Stored data

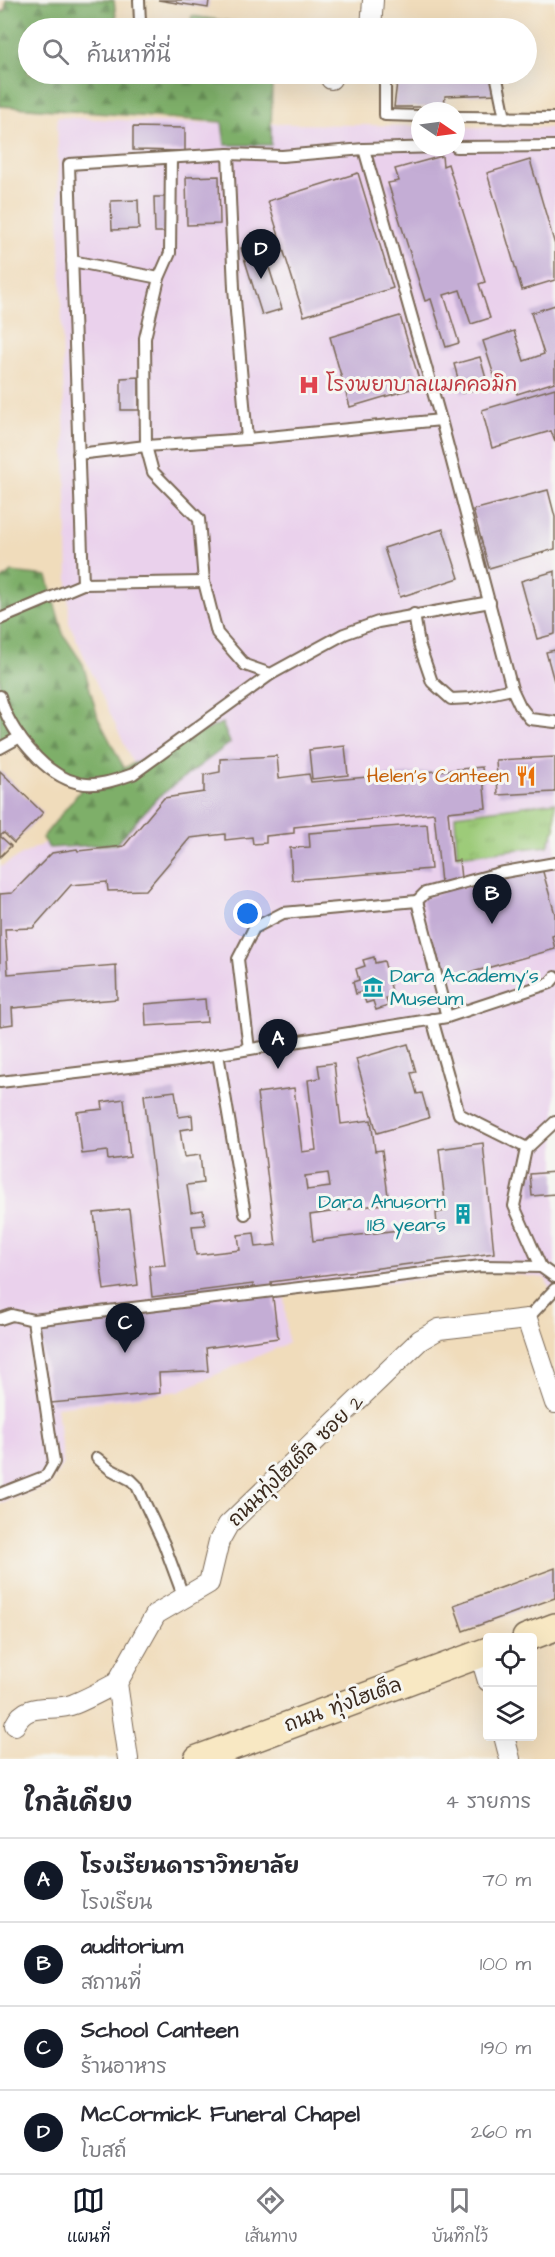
<!DOCTYPE html>
<html lang="th">
<meta charset="utf-8">
<style>
:root{--surface:#fff;--page:#f7f7f7;--text:#2b2b33;--muted:#7c7c81;--line:#e1e1e2;--accent:#111827}
body{margin:0;font-family:"Architects Daughter","Playpen Sans Thai",sans-serif;background:var(--page);color:var(--text)}
.controls{position:absolute;right:18px;bottom:18px;display:grid;overflow:hidden;border-radius:6px;box-shadow:0 6px 24px #0002}
.controls button{width:54px;height:54px;display:grid;place-items:center;padding:0;border:0;border-bottom:2px solid var(--line);background:var(--surface);color:var(--text);font:30px sans-serif}
.compass{position:absolute;left:411px;top:102px;width:54px;height:54px;border-radius:50%;background:var(--surface);box-shadow:0 6px 24px #0002;rotate:103deg}
.you{position:absolute;left:248px;top:914px;width:21px;height:21px;margin:-15px;border:4px solid #fff;border-radius:50%;background:#1a73e8;box-shadow:0 0 0 9px #1a73e833}
.badge{display:grid;place-items:center;width:39px;height:39px;border-radius:50%;background:var(--accent);color:#fff;font-size:20px;font-weight:700}
.pin{position:absolute;translate:-50% -50px;filter:drop-shadow(0 2px 3px #0008)}
.pin::after{content:'';position:absolute;top:32px;width:21px;height:18px;background:inherit;clip-path:polygon(0 0,100% 0,50% 100%)}
.list{margin:0;padding:0;list-style:none}
h2{display:flex;justify-content:space-between;align-items:center;height:78px;margin:0;padding:0 24px;font-size:26px}
h2 small{font-size:20px;font-weight:400;color:var(--muted)}
.list li{display:grid;grid-template-columns:39px 1fr auto;gap:18px;align-items:center;box-sizing:border-box;height:84px;padding:0 24px;border-top:2px solid var(--line)}
.list b{display:block;font-size:22px;white-space:nowrap}
.list p{margin:0;font-size:20px;white-space:nowrap;color:var(--muted)}
.list em{font-size:20px;font-style:normal;color:var(--muted)}
.icon{flex:none;width:33px;height:33px;fill:none;stroke:currentColor;stroke-width:2;stroke-linecap:round;stroke-linejoin:round}
.map{position:relative;flex:none;width:555px;height:1759px;overflow:hidden}
.search{position:absolute;background:var(--surface);box-shadow:0 6px 24px #0002;left:18px;right:18px;top:18px;height:66px;display:flex;align-items:center;gap:15px;box-sizing:border-box;padding:0 21px;border-radius:33px;color:var(--muted);font-size:22px}
.sheet{height:414px;background:var(--surface)}
nav{display:flex;justify-content:space-around;align-items:center;box-sizing:border-box;height:84px;border-top:2px solid var(--line);background:var(--surface);font-size:16px;color:var(--muted)}
nav a{display:grid;justify-items:center;gap:3px}
nav .on{color:var(--accent)}
.map>svg:first-child{display:block}
</style>
<div class="map">
<svg width="555" height="1759" viewBox="0 0 555 1759">
<defs>
<pattern id="forest-firs" width="22" height="20" patternUnits="userSpaceOnUse" patternTransform="scale(1.5)"><rect width="22" height="20" fill="#7eaf69"/><path d="M5 1l3.5 6h-7zM16 11l3.5 6h-7z" fill="#688f56"/></pattern>
<pattern id="park-tufts" width="24" height="20" patternUnits="userSpaceOnUse" patternTransform="scale(1.5)"><rect width="24" height="20" fill="#9dcb79"/><path d="M3 7l-1-3M5 7V3M7 7l1-3M15 17l-1-3M17 17v-4M19 17l1-3" fill="none" stroke="#88ae68"/></pattern>
</defs>
<rect width="100%" height="100%" fill="#f6f6f2"/>
<filter id="ink" filterUnits="userSpaceOnUse"><feTurbulence type="fractalNoise" baseFrequency=".0167" numOctaves="2"/><feDisplacementMap in="SourceGraphic" scale="12" xChannelSelector="R" yChannelSelector="G"/><feConvolveMatrix kernelMatrix="1 2 1 2 8 2 1 2 1" color-interpolation-filters="sRGB"/></filter>
<filter id="wash" filterUnits="userSpaceOnUse"><feTurbulence type="fractalNoise" baseFrequency=".008" numOctaves="4" result="noise"/><feDisplacementMap in="SourceGraphic" scale="24" xChannelSelector="R" yChannelSelector="G"/><feGaussianBlur stdDeviation="1.35" result="paint"/><feColorMatrix in="noise" values="0 0 0 0 0 0 0 0 0 0 0 0 0 0 0 0 0 1.4 0 .05"/><feComposite in="paint" operator="in"/></filter>
<g filter="url(#wash)">
<rect width="100%" height="100%" fill="#f0dcbb"/>
<polygon fill="#ead1ec" points="57,117 162,122 420,126 420,147 456,147 456,127 555,128 555,1301 545,1278 489,1271 284,1294 288,1343 179,1391 57,1407 63,1463 49,1486 0,1503 0,867 149,786 134,766 69,623"/>
<g fill="url(#forest-firs)" stroke="#5c6c44" stroke-width="1.5">
<polygon points="6,0 114,0 117,26 130,28 28,28 28,74 256,74 272,79 271,145 225,145 222,122 0,106 0,11 5,12"/>
<polygon points="192,16 244,24 244,28 189,28"/>
<polygon points="11,572 47,576 63,634 83,664 98,718 124,768 222,723 230,743 157,798 116,844 49,848 42,838 81,790 13,735 0,747 0,581"/>
</g>
<polygon fill="url(#park-tufts)" stroke="#6c7a4c" stroke-width="1.5" points="555,802 555,829 548,846 457,856 455,815"/>
<g id="blocks">
<g fill="#c4add5" fill-rule="evenodd">
<polygon points="158,0 209,0 208,8"/>
<polygon points="398,74 494,74 498,94 445,96 444,107 394,107"/>
<polygon points="133,127 185,128 185,151 133,150"/>
<polygon points="442,156 443,166 448,164 485,282 479,284 490,318 471,324 460,290 444,295 459,343 446,347 431,299 425,301 388,183 399,181 395,169"/>
<polygon points="530,160 555,245 555,280 522,290 487,173"/>
<polygon points="358,173 393,288 304,316 268,201"/>
<polygon points="219,176 220,224 187,225 186,177"/>
<polygon points="154,197 166,197 167,232 155,232"/>
<polygon points="138,200 139,229 112,230 111,201"/>
<polygon points="261,242 282,309 262,315 241,248"/>
<polygon points="555,305 555,382 517,394 515,386 499,391 483,341 514,331 524,361 544,354 531,313"/>
<polygon points="400,316 421,386 350,407 330,337"/>
<polygon points="480,357 488,386 462,393 454,364"/>
<polygon points="139,377 139,410 121,410 121,378"/>
<polygon points="555,388 555,442 551,431 492,448 482,410"/>
<polygon points="548,490 555,517 555,549 489,568 473,510"/>
<polygon points="443,529 459,578 400,597 384,548"/>
<polygon points="555,571 555,634 537,639 521,581"/>
<polygon points="555,650 555,681 554,681 546,652"/>
<polygon points="345,746 348,775 312,779 309,750"/>
<polygon points="277,756 279,778 309,774 311,782 482,767 486,808 448,812 453,861 459,860 462,888 541,865 555,914 555,935 552,936 555,949 444,980 422,899 442,893 434,813 294,827 294,833 266,836 266,843 253,844 252,837 225,840 225,834 190,838 146,890 108,891 107,882 71,885 33,928 5,929 8,974 116,965 117,999 12,1008 13,1024 0,1026 0,894 12,893 52,853 77,849 78,851 124,846 164,798 204,792 204,775 220,772 220,759"/>
<polygon points="555,757 555,792 498,795 496,760"/>
<polygon points="0,771 43,813 14,843 4,833 0,836 11,846 0,857"/>
<polygon points="427,824 431,869 292,880 290,848 310,847 309,833"/>
<polygon points="374,957 375,963 384,961 393,995 386,998 388,1006 376,1010 373,1001 366,1003 362,992 356,994 353,982 359,980 356,969 365,966 363,960"/>
<polygon points="205,999 207,1022 146,1026 145,1004"/>
<polygon points="408,1044 416,1072 411,1073 417,1094 422,1093 429,1118 377,1133 356,1059"/>
<path d="M334 1063 341 1124 371 1120 375 1151 382 1150 389 1203 310 1215 313 1241 437 1225 436 1213 446 1211 439 1149 483 1143 494 1253 271 1282 278 1338 206 1348 208 1371 159 1373 160 1393 51 1403 39 1323 254 1295 253 1284 152 1297 149 1266 165 1265 144 1095 175 1091 179 1117 192 1115 193 1128 180 1130 184 1157 200 1155 203 1183 187 1185 191 1212 203 1210 205 1225 192 1226 196 1255 240 1250 238 1235 254 1233 256 1247 276 1245 257 1093 294 1088 302 1152 316 1150 308 1080 320 1078 318 1065ZM328 1173 330 1187 307 1190 305 1176Z"/>
<polygon points="124,1099 130,1157 108,1160 107,1151 82,1154 77,1112 103,1109 102,1102"/>
<polygon points="555,1172 555,1194 532,1196 530,1174"/>
<polygon points="129,1209 138,1285 104,1290 94,1213"/>
<polygon points="555,1568 555,1598 463,1631 454,1605"/>
</g>
</g>
</g>
<g filter="url(#ink)">
<use href="#blocks" fill-opacity="0" stroke="#7a6855" stroke-width="1.5"/>
<g fill="none" stroke-linecap="round" stroke-linejoin="round">
<g stroke="#7a6855" stroke-width="14">
<g id="lane">
<polyline points="139,0 140,22"/>
<polyline points="385,74 385,115 420,116"/>
<polyline points="496,74 505,118"/>
<polyline points="456,117 555,118"/>
<polyline points="456,147 555,146"/>
<polyline points="364,149 441,420 512,689 520,706 530,719 555,722"/>
<polyline points="228,154 234,288 247,439"/>
<polyline points="171,158 170,253 159,278 145,338 146,446 153,472 199,519 204,582 217,633 245,665 271,674 344,634 378,622 490,602"/>
<polyline points="72,261 159,278"/>
<polyline points="78,454 146,446 247,439 441,420"/>
<polyline points="83,584 69,164 228,154 282,156 364,149 441,147"/>
<polyline points="414,614 419,644 432,682 451,699 471,698 512,689"/>
<polyline points="0,619 83,584 204,582"/>
<path d="M0 696C8 729 44 776 79 783 97 787 116 780 133 774L271 674"/>
<polyline points="0,748 20,737"/>
<polyline points="447,1017 417,901 425,893 499,873 555,863"/>
<polyline points="432,1019 459,1114 527,1148"/>
<polyline points="249,1049 238,959 254,928 283,913 417,901"/>
<polyline points="218,1054 245,1214"/>
<polyline points="0,1082 171,1062 447,1017 550,983 555,977"/>
<polyline points="555,1122 526,1149 514,1206 541,1267 555,1277"/>
<polyline points="0,1319 12,1315 33,1320 481,1266 541,1267"/>
<polyline points="527,1319 555,1289"/>
<polyline points="97,1458 110,1469 131,1480 137,1486 164,1544 184,1598"/>
<polyline points="0,1494 46,1476 54,1462 33,1320"/>
</g>
</g>
<g stroke="#7a6855" stroke-width="22">
<g id="street">
<polyline points="371,28 373,0"/>
<polyline points="331,79 331,74"/>
<polyline points="480,1654 488,1681"/>
<path d="M15 1725C27 1699 54 1713 74 1704 89 1698 103 1690 117 1683"/>
<polyline points="504,1736 510,1759"/>
<polyline points="128,1759 117,1683 156,1614 209,1583 219,1541 228,1525 420,1340 439,1329 527,1319 555,1403"/>
</g>
</g>
<g stroke="#7a6855" stroke-width="30">
<g id="secondary">
<polyline points="526,1638 555,1627"/>
<polyline points="198,1759 488,1651"/>
</g>
</g>
<use href="#lane" stroke="#fff" stroke-width="10"/>
<use href="#street" stroke="#fff" stroke-width="20"/>
<use href="#secondary" stroke="#f8e8c3" stroke-width="27"/>
</g>
</g>
<defs>
<g id="hospital-bare" transform="scale(1.62)"><path d="M-5-5h3v3.5h4V-5h3V5h-3V1.5h-4V5h-3Z" fill="#e0444e" stroke="#f6f6f2" stroke-width="2.5" paint-order="stroke"/></g>
<g id="restaurant-bare" transform="scale(1.62)"><path d="M-5-6h1v4h1v-4h1v4h1v-4h1v5L-1.5 .5V6h-2V.5L-5-1ZM5-6V6H3V1.5H1.5Q1.5-4 5-6Z" fill="#e8710a" stroke="#f6f6f2" stroke-width="2.5" paint-order="stroke"/></g>
<g id="museum-bare" transform="scale(1.62)"><path d="M0-6L6-3V-2H-6V-3ZM-5-1h2V3h-2ZM-1-1h2V3h-2ZM3-1h2V3H3ZM-6 4H6V6H-6Z" fill="#0f9aa8" stroke="#f6f6f2" stroke-width="2.5" paint-order="stroke"/></g>
<g id="building-bare" transform="scale(1.62)"><path d="M-4-6H4V6H1V3H-1V6H-4ZM-2.5-4.3h1.7v1.8h-1.7ZM.8-4.3h1.7v1.8H.8ZM-2.5-1h1.7V.8h-1.7ZM.8-1h1.7V.8H.8Z" fill="#0f9aa8" stroke="#f6f6f2" stroke-width="2.5" paint-order="stroke"/></g>
</defs>
<g fill-rule="evenodd">
<use href="#hospital-bare" x="309" y="385"/>
<use href="#restaurant-bare" x="526" y="776"/>
<use href="#museum-bare" x="373" y="987"/>
<use href="#building-bare" x="463" y="1214"/>
</g>
<g text-anchor="middle" dominant-baseline="central" stroke-width="6" stroke-linejoin="round" paint-order="stroke">
<g font-size="20" fill="#be3a42" stroke="#f6f6f2" text-anchor="start">
<text x="326" y="385">โรงพยาบาลแมคคอมิก</text>
</g>
<g font-size="20" fill="#c56008" stroke="#f6f6f2" text-anchor="end">
<text x="509" y="776">Helen's Canteen</text>
</g>
<g font-size="20" fill="#0d838f" stroke="#f6f6f2" text-anchor="start">
<text x="390" y="976">Dara Academy's<tspan x="390" dy="23">Museum</tspan></text>
<text x="446" y="1202" text-anchor="end">Dara Anusorn<tspan x="446" dy="23">118 years</tspan></text>
</g>
<g font-size="20" fill="#3b2a1e" stroke="#f6f6f2">
<text transform="translate(296 1461) rotate(-44)">ถนนทุ่งโฮเต็ล ซอย 2</text>
<text transform="translate(343 1705) rotate(-20)">ถนน ทุ่งโฮเต็ล</text>
</g>
</g>
</svg>
<div class="controls">
<button><svg class="icon" aria-label="locate" viewBox="0 0 24 24"><circle cx="12" cy="12" r="6"/><path d="M12 2v4M12 18v4M2 12h4M18 12h4"/></svg></button>
<button><svg class="icon" aria-label="layers" viewBox="0 0 24 24"><path d="M12 4l9 5-9 5-9-5zM3 14l9 5 9-5"/></svg></button>
</div>
<svg class="compass" viewBox="-18 -18 36 36"><path d="M0-13l5 13h-10z" fill="#e53935"/><path d="M0 13l5-13h-10z" fill="#7c7c81"/></svg>
<div class="you"></div>
<div class="pin badge" style="left:278px;top:1069px">A</div>
<div class="pin badge" style="left:492px;top:924px">B</div>
<div class="pin badge" style="left:125px;top:1353px">C</div>
<div class="pin badge" style="left:261px;top:279px">D</div>
<div class="search"><svg class="icon" aria-label="search" viewBox="0 0 24 24"><circle cx="10" cy="10" r="6"/><path d="M15 15l6 6"/></svg>ค้นหาที่นี่</div>
</div>
<section class="sheet">
<h2>ใกล้เคียง<small>4 รายการ</small></h2>
<ul class="list">
<li><span class="badge">A</span><div><b>โรงเรียนดาราวิทยาลัย</b><p>โรงเรียน</p></div><em>70 m</em></li>
<li><span class="badge">B</span><div><b>auditorium</b><p>สถานที่</p></div><em>100 m</em></li>
<li><span class="badge">C</span><div><b>School Canteen</b><p>ร้านอาหาร</p></div><em>190 m</em></li>
<li><span class="badge">D</span><div><b>McCormick Funeral Chapel</b><p>โบสถ์</p></div><em>260 m</em></li>
</ul>
</section>
<nav>
<a class="on"><svg class="icon" aria-label="map" viewBox="0 0 24 24"><path d="M3 6l6-2 6 2 6-2v14l-6 2-6-2-6 2zM9 4v14M15 6v14"/></svg>แผนที่</a>
<a><svg class="icon" aria-label="directions" viewBox="0 0 24 24"><path d="M12 3l9 9-9 9-9-9zM9 14v-3h6M13 9l2 2-2 2"/></svg>เส้นทาง</a>
<a><svg class="icon" aria-label="saved" viewBox="0 0 24 24"><path d="M7 4h10v16l-5-4-5 4z"/></svg>บันทึกไว้</a>
</nav>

ASSIGNED TASK: Check each line of the entries above for the word "left". List the ones that have it.

TASK ANSWER:
.compass{position:absolute;left:411px;top:102px;width:54px;height:54px;border-radius:50%;background:var(--surface);box-shadow:0 6px 24px #0002;rotate:103deg}
.you{position:absolute;left:248px;top:914px;width:21px;height:21px;margin:-15px;border:4px solid #fff;border-radius:50%;background:#1a73e8;box-shadow:0 0 0 9px #1a73e833}
.search{position:absolute;background:var(--surface);box-shadow:0 6px 24px #0002;left:18px;right:18px;top:18px;height:66px;display:flex;align-items:center;gap:15px;box-sizing:border-box;padding:0 21px;border-radius:33px;color:var(--muted);font-size:22px}
<div class="pin badge" style="left:278px;top:1069px">A</div>
<div class="pin badge" style="left:492px;top:924px">B</div>
<div class="pin badge" style="left:125px;top:1353px">C</div>
<div class="pin badge" style="left:261px;top:279px">D</div>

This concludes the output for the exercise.